Artist Karrie Hovey made these bricks of broken glass using the program’s glass kiln.
Buck is building an intimate greenhouse space with seating for two, using old French doors and Victorian windowpanes. Gathering the materials was hard, he says, because people will carefully pack these architectural pieces onto their trucks, then “throw it as hard as they can” off the trucks. For another project he is using melted-down, purified lead from a found box of bullets. His idea is to use the material, but separate it from the violent themes that the bullets suggest-a purification by reincarnation.
A view into artist Beau Buck’s architectural space.
Buck is also creating a group of stuffed jackrabbits, inspired by a rock-and-roll legend about the burial of Gram Parsons in Joshua Tree.

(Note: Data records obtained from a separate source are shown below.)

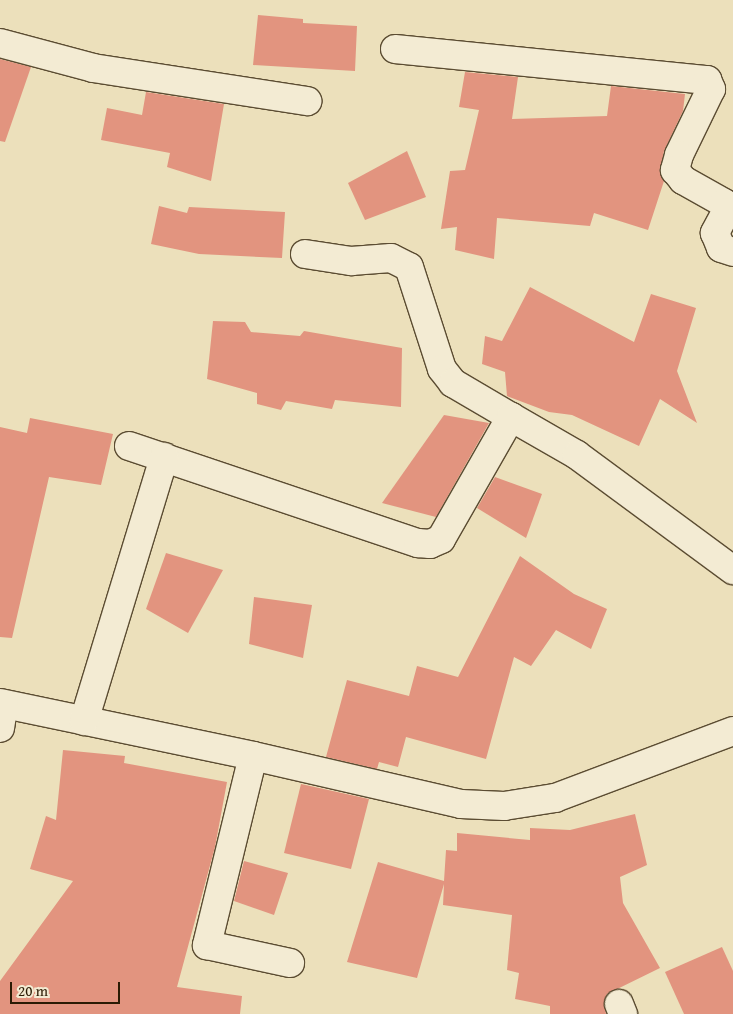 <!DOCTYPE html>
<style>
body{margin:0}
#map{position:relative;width:733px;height:1014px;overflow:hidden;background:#ece0bb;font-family:"Gentium Book Plus",serif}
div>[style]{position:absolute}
.building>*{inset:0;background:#e2947f}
.roads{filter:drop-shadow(1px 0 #5b4c32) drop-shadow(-1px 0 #5b4c32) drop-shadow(0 1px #5b4c32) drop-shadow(0 -1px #5b4c32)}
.street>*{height:28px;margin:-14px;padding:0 14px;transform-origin:14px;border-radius:14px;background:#f3ebd3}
span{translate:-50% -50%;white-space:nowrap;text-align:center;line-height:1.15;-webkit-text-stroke:4px #f3ebd3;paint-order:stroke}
.scale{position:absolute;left:10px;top:982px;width:110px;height:22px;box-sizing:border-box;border:2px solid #2b1b04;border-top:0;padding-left:6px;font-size:15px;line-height:18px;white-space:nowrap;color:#2b1b04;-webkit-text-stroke:4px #f3ebd3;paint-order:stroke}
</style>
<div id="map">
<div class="building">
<div style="clip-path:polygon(258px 15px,303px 19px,303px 23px,357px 26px,355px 71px,253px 65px)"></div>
<div style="clip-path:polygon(0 59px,31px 67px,5px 142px,0 141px)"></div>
<div style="clip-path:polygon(465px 72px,518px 77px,512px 119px,607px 116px,611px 86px,685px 94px,683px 111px,664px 151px,660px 173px,664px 181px,648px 230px,594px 213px,590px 226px,497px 218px,494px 259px,455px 250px,457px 227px,441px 229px,450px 171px,465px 170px,479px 110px,459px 107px)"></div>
<div style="clip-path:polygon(146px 92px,224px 104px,211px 181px,167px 167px,170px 153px,101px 140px,107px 108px,142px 115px)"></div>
<div style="clip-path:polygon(407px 151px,426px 197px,365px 220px,348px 183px)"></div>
<div style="clip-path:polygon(159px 206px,187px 213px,189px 207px,285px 212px,282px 258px,199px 254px,151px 244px)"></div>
<div style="clip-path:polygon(530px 287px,634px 342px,651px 294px,696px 308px,677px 371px,697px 423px,660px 399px,639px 446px,572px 415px,549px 412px,507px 396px,505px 372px,482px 364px,485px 336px,502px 341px)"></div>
<div style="clip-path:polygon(213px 321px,245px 322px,251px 332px,300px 336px,304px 331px,402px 348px,401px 407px,335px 400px,332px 409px,286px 401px,281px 410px,257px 404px,257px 393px,207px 379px)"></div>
<div style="clip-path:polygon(444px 415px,489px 423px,436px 517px,382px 503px)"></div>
<div style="clip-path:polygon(30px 418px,113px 434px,101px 485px,49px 477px,12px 638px,0 637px,0 427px,27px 433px)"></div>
<div style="clip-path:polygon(495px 477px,542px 494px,526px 538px,477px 508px)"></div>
<div style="clip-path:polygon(166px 553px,223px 570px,188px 633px,146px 609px)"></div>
<div style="clip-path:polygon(520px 556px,574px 594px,607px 609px,591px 649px,556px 630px,531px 666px,514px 657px,486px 759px,406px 737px,398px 767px,379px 762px,377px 769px,326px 757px,347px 680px,409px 696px,417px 666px,458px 677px)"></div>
<div style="clip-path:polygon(254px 597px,312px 605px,303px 658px,249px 644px)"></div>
<div style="clip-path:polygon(63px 750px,125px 756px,124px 763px,227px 782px,215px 847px,177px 987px,242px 996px,240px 1014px,0 1014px,0 981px,73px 881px,30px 869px,46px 816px,56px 820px)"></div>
<div style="clip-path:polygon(301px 784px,369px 799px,351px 869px,284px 853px)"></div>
<div style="clip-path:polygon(635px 814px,647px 865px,620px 877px,623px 903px,660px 968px,607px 994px,604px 1002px,606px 1014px,550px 1014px,550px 1006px,515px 999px,519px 973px,507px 970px,512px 915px,443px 905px,444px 884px,417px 978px,347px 962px,378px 862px,444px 881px,446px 850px,457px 851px,457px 833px,530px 840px,530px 828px,570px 830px)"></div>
<div style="clip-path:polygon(244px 861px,288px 873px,274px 915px,234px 901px)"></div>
<div style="clip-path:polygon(722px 947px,733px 971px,733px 1014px,684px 1014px,665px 972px)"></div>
</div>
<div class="roads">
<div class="street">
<div style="left:0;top:43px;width:96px;rotate:15deg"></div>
<div style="left:93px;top:68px;width:217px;rotate:8.8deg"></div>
<div style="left:395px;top:49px;width:314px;rotate:5.7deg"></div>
<div style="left:707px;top:80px;width:10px;rotate:66deg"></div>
<div style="left:711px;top:89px;width:73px;rotate:115.9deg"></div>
<div style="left:679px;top:155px;width:16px;rotate:105deg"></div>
<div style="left:675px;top:170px;width:13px;rotate:51deg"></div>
<div style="left:683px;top:180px;width:47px;rotate:29.3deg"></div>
<div style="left:724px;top:203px;width:9px;rotate:77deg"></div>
<div style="left:726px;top:212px;width:24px;rotate:118deg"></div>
<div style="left:715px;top:233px;width:16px;rotate:68deg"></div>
<div style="left:721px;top:248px;width:13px;rotate:18deg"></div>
<div style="left:305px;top:254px;width:47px;rotate:8.7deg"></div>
<div style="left:351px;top:261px;width:40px;rotate:-4.3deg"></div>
<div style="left:391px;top:258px;width:20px;rotate:27deg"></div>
<div style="left:409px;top:267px;width:107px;rotate:72.1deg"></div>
<div style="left:442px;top:369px;width:18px;rotate:52deg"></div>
<div style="left:453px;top:383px;width:67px;rotate:30.4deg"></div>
<div style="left:129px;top:446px;width:305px;rotate:18.6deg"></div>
<div style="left:418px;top:543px;width:12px;rotate:5deg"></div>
<div style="left:430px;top:544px;width:12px;rotate:-24deg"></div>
<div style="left:441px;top:539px;width:141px;rotate:-60.2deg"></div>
<div style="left:511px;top:417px;width:76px;rotate:29.9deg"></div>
<div style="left:577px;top:455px;width:194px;rotate:36.4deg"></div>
<div style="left:0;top:703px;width:258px;rotate:11.8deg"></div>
<div style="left:253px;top:756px;width:213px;rotate:13deg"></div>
<div style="left:461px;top:804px;width:43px;rotate:2.7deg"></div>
<div style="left:504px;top:806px;width:52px;rotate:-8.9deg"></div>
<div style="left:555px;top:798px;width:190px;rotate:-20.6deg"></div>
<div style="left:84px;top:721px;width:276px;rotate:-73.1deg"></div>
<div style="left:0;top:728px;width:24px;rotate:-81deg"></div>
<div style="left:253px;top:756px;width:195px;rotate:103.7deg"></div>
<div style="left:207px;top:945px;width:85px;rotate:12.2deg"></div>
<div style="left:619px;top:1004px;width:11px;rotate:68deg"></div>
</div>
</div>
<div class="scale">20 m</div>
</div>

He has sewn them using everything from a pair of cowboy boots to an old fur coat, a back brace belt and a half-woven tapestry he pulled off of a discarded and broken loom.
A discarded tapestry transformed into a jackrabbit by artist Beau Buck.

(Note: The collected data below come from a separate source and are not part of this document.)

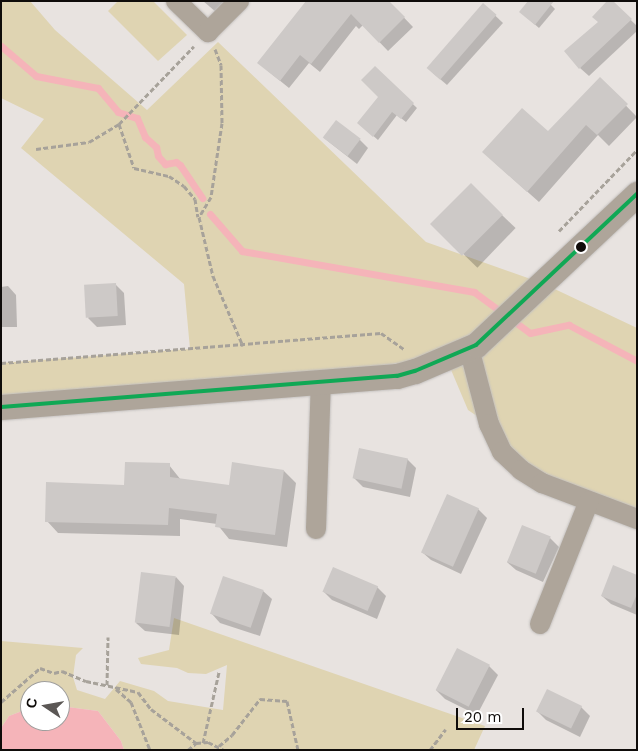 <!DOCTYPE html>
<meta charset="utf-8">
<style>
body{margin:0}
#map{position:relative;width:638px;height:751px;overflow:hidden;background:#e8e3e0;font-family:"Work Sans",sans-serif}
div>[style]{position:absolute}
.green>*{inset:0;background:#dfd4b2}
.water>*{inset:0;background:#f5b4b9}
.shadow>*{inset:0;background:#0003;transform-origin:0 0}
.stream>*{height:7px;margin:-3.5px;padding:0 3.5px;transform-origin:3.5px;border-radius:3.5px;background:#f5b4b9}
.building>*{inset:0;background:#cdc9c7;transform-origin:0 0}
.path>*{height:3px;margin-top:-1.5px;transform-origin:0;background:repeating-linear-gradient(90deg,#a7a29a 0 5px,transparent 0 7.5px)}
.roads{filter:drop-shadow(0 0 1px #c4c1bf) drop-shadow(0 0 1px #c4c1bf)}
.minor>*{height:20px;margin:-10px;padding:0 10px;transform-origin:10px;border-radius:10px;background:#aea59a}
.tertiary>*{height:25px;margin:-12.5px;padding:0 12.5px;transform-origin:12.5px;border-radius:12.5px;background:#aea59a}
.bus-1>*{height:4px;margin:-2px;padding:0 2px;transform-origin:2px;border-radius:2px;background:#10a855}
.dots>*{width:14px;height:14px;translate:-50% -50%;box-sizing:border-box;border:2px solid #fff;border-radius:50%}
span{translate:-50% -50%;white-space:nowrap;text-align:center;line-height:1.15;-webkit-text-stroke:4.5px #fff;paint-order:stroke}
.frame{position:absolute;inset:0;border:2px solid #0f0c0a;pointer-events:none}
.north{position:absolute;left:20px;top:681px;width:50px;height:50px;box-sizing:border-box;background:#fff;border:1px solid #9f9e9d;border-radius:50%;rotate:282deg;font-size:14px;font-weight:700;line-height:20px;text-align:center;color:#0f0c0a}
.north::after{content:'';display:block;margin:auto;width:18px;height:22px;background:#5b5755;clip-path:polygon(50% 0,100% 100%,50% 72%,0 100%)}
.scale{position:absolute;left:456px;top:708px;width:68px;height:22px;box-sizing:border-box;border:2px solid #0f0c0a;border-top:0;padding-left:6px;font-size:15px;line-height:18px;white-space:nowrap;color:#0f0c0a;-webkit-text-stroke:4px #fff;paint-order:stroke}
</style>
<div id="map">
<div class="green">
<i style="clip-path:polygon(1px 1px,30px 1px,55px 30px,147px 110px,218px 42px,426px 242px,542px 283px,637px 328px,637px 510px,542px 483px,489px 424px,468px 410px,446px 358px,1px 407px,1px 363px,190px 349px,184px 284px,21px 148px,44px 119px,1px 98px)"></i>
<i style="clip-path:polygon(118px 1px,153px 1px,187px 35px,158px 61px,108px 11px)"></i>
<i style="clip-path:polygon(174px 618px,485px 726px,474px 750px,124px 750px,121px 741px,98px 711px,60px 706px,60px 691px,30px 691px,30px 708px,9px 716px,1px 728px,1px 641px,83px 648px,76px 655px,73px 677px,77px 690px,105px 699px,120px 681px,154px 691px,168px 701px,223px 710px,227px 665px,206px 674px,188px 673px,177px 668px,141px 664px,138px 658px,169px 650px)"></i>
</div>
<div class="water">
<i style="clip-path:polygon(60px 706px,98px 711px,121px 741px,124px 750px,1px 750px,1px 728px,9px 716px,30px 708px,30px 721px,60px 721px)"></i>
</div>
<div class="shadow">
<i style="clip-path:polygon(203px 1px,225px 1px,216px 12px)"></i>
<i style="clip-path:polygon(324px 1px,388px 1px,413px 27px,388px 51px,363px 25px,359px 29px,356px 26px,320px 72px,309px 63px,289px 88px,268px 71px)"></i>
<i style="clip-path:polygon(547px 1px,555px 9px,539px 28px,525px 16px)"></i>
<i style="clip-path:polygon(611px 1px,637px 26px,637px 31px,589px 76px,580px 68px)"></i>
<i style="clip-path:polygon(483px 4px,503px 23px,447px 85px,433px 73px)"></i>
<i style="clip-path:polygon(375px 68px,417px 108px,406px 122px,397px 115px,378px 140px,363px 127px,380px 97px)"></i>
<i style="clip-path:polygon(600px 79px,637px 117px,609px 146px,598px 135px,539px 202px,495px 163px,548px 133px)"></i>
<i style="clip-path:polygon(324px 138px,360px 140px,368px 148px,357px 164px)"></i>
<i style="left:471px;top:185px;width:62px;height:55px;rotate:44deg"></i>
<i style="clip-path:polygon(115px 284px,124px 293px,126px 325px,97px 327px,88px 318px)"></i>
<i style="clip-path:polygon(8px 286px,16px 295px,17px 327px,1px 327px,1px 287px)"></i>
<i style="clip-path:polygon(407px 459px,416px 468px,410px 497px,363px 487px,354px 478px)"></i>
<i style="clip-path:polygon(169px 465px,181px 480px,230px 486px,284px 471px,296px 483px,287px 547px,229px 539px,217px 524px,180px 519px,180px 536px,58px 533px,47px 521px)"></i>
<i style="clip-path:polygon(478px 509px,487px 518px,461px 574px,431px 560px,422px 552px)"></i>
<i style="clip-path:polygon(550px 538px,559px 547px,543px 582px,516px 570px,507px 562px)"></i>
<i style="clip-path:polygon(333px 569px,377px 587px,386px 596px,377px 619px,332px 600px,324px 592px)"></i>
<i style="clip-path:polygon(637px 576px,637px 615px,611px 604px,602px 596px)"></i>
<i style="clip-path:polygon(176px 577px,184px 586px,179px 635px,145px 631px,136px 623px)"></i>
<i style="clip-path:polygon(263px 591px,272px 599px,260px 636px,220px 623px,212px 614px)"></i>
<i style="clip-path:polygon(489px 666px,498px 675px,477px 715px,445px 699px,436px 690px)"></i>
<i style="clip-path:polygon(548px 691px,581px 707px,590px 716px,580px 737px,546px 720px,537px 711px)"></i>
</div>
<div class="stream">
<i style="left:1px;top:46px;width:46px;rotate:40.6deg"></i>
<i style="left:36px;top:76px;width:63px;rotate:11deg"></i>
<i style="left:98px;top:88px;width:31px;rotate:50deg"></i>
<i style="left:118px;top:112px;width:20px;rotate:18deg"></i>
<i style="left:137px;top:118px;width:21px;rotate:67deg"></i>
<i style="left:145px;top:137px;width:15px;rotate:42deg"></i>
<i style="left:156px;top:147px;width:9px;rotate:77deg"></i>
<i style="left:158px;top:156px;width:11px;rotate:49deg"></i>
<i style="left:165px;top:164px;width:11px;rotate:-10deg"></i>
<i style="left:176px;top:162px;width:5px;rotate:37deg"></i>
<i style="left:180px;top:165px;width:40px;rotate:56deg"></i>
<i style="left:210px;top:214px;width:49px;rotate:49.1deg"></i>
<i style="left:242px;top:251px;width:236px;rotate:10deg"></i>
<i style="left:474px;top:292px;width:69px;rotate:36.2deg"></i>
<i style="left:530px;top:333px;width:40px;rotate:-12deg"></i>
<i style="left:569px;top:325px;width:77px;rotate:27.9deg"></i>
</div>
<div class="building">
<i style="clip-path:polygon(306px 1px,389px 1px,405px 17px,379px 43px,351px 14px,311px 64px,300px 55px,280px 81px,257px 63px)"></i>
<i style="clip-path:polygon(528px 1px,554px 1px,535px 25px,519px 12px)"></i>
<i style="clip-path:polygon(607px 1px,613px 1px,632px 19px,579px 69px,564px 51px,598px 22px,592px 17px)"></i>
<i style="left:483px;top:3px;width:18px;height:86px;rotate:41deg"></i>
<i style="clip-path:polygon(375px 66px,414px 103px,401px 119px,392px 112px,373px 137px,357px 123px,378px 97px,361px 80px)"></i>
<i style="clip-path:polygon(600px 77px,628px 104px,597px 135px,586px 125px,527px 192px,482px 152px,522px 108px,548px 131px)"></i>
<i style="left:336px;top:120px;width:31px;height:22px;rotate:37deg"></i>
<i style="left:471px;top:183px;width:45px;height:58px;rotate:45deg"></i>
<i style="left:116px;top:283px;width:33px;height:32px;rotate:87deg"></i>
<i style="left:359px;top:448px;width:50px;height:31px;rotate:12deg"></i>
<i style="clip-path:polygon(125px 462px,170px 463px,170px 477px,229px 485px,232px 462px,284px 470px,275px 535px,215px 527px,217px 514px,169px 508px,168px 525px,45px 522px,46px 482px,124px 485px)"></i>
<i style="left:447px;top:494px;width:35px;height:64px;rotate:24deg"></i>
<i style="left:522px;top:525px;width:31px;height:40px;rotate:22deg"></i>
<i style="clip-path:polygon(613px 565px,637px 575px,637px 594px,631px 608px,601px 596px)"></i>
<i style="left:333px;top:567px;width:49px;height:27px;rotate:23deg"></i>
<i style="left:141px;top:572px;width:35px;height:51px;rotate:7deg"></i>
<i style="left:223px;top:576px;width:43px;height:40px;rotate:19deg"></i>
<i style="left:457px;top:648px;width:37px;height:47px;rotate:27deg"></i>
<i style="left:547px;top:689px;width:39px;height:25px;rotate:26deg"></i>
</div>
<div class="path">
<i style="left:215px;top:49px;width:17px;rotate:69deg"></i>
<i style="left:221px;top:65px;width:58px;rotate:89deg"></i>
<i style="left:222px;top:123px;width:75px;rotate:98.5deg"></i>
<i style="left:211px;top:197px;width:23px;rotate:121deg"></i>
<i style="left:199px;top:217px;width:61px;rotate:76.7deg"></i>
<i style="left:213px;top:276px;width:76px;rotate:66.8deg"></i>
<i style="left:119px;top:124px;width:46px;rotate:71.2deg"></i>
<i style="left:134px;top:168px;width:36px;rotate:13deg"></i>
<i style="left:169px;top:176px;width:18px;rotate:34deg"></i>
<i style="left:184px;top:186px;width:17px;rotate:50deg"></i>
<i style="left:195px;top:199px;width:18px;rotate:81deg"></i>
<i style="left:36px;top:149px;width:53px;rotate:-7.5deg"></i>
<i style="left:89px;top:142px;width:35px;rotate:-31deg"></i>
<i style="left:119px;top:124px;width:108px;rotate:-46.1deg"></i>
<i style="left:559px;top:231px;width:112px;rotate:-46.1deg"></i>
<i style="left:1px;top:363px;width:381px;rotate:-4.5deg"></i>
<i style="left:381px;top:333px;width:29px;rotate:35deg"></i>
<i style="left:107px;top:685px;width:48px;rotate:-88.8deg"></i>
<i style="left:116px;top:689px;width:20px;rotate:41deg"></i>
<i style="left:131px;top:702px;width:52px;rotate:68.4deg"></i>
<i style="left:1px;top:702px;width:52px;rotate:-41.1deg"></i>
<i style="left:40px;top:668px;width:15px;rotate:20deg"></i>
<i style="left:54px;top:673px;width:8px;rotate:-14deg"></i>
<i style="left:62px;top:671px;width:26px;rotate:23deg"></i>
<i style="left:86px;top:681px;width:53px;rotate:11.9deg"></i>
<i style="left:138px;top:692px;width:21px;rotate:53deg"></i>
<i style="left:151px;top:709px;width:56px;rotate:37.1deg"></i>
<i style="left:203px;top:743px;width:73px;rotate:-77.3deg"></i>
<i style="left:219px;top:746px;width:17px;rotate:-40deg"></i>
<i style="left:232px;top:735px;width:46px;rotate:-52.1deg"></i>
<i style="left:260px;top:699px;width:27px;rotate:4deg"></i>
<i style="left:287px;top:701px;width:50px;rotate:77.3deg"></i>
<i style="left:188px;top:750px;width:11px;rotate:-41deg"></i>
<i style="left:196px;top:743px;width:12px;rotate:-5deg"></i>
<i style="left:208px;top:742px;width:18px;rotate:27deg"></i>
<i style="left:430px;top:750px;width:26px;rotate:-53deg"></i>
</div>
<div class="roads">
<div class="minor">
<i style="left:176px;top:1px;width:45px;rotate:44.1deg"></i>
<i style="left:208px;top:32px;width:44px;rotate:-45deg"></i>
<i style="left:469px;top:348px;width:79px;rotate:75.3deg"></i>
<i style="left:489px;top:424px;width:31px;rotate:65deg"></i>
<i style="left:502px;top:452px;width:26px;rotate:43deg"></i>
<i style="left:521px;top:470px;width:25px;rotate:32deg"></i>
<i style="left:542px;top:483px;width:102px;rotate:20.8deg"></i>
<i style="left:316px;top:529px;width:148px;rotate:-88.1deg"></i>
<i style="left:540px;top:624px;width:132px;rotate:-68.3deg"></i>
</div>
<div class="tertiary">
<i style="left:1px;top:407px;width:397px;rotate:-4.5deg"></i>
<i style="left:397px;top:376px;width:19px;rotate:-16deg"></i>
<i style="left:415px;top:371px;width:66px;rotate:-23.1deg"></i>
<i style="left:476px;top:345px;width:221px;rotate:-43.2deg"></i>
</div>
</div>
<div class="bus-1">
<i style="left:1px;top:407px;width:397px;rotate:-4.5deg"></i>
<i style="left:397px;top:376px;width:19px;rotate:-16deg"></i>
<i style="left:415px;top:371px;width:66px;rotate:-23.1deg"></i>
<i style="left:476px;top:345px;width:221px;rotate:-43.2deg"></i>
</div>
<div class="dots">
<i style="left:581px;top:247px;background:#0f0c0a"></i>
</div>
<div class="frame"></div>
<div class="north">С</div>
<div class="scale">20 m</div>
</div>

“This series has really gone in the direction I wanted it to,” he says. “The materials are things I couldn’t get by looking for them.” He explains that the materials he could find at a thrift store or garage sale are too nice, but the discarded pieces have the tattered look he wants to capture.
We still produce a lot of waste in this city. Recology takes 60 truckloads per day to the landfill in Livermore, each truck holding about 25 tons. And most of that trash just isn’t going to be reborn as fine art. But by highlighting the value that remains in our waste, the artist in residence program produces lasting artwork that forces us to think about what we produce, consume and discard. It is a poignant illustration of the lessons of Cradle to Cradle and the ways that we can and should recapture the energy and effort that goes into producing what we ultimately toss away.
1993 artist Marta Thoma’s work, Earth Tear, on display at the San Francisco Dump sculpture garden.
The exhibition featuring Hovey and Buck’s work will take place Friday, May 18, 2012, 5–9 pm and Saturday, May 19, 2012, 1–5 pm at the Recology studio at 503 Tunnel Avenue. This show will also feature student artist Calder Yates.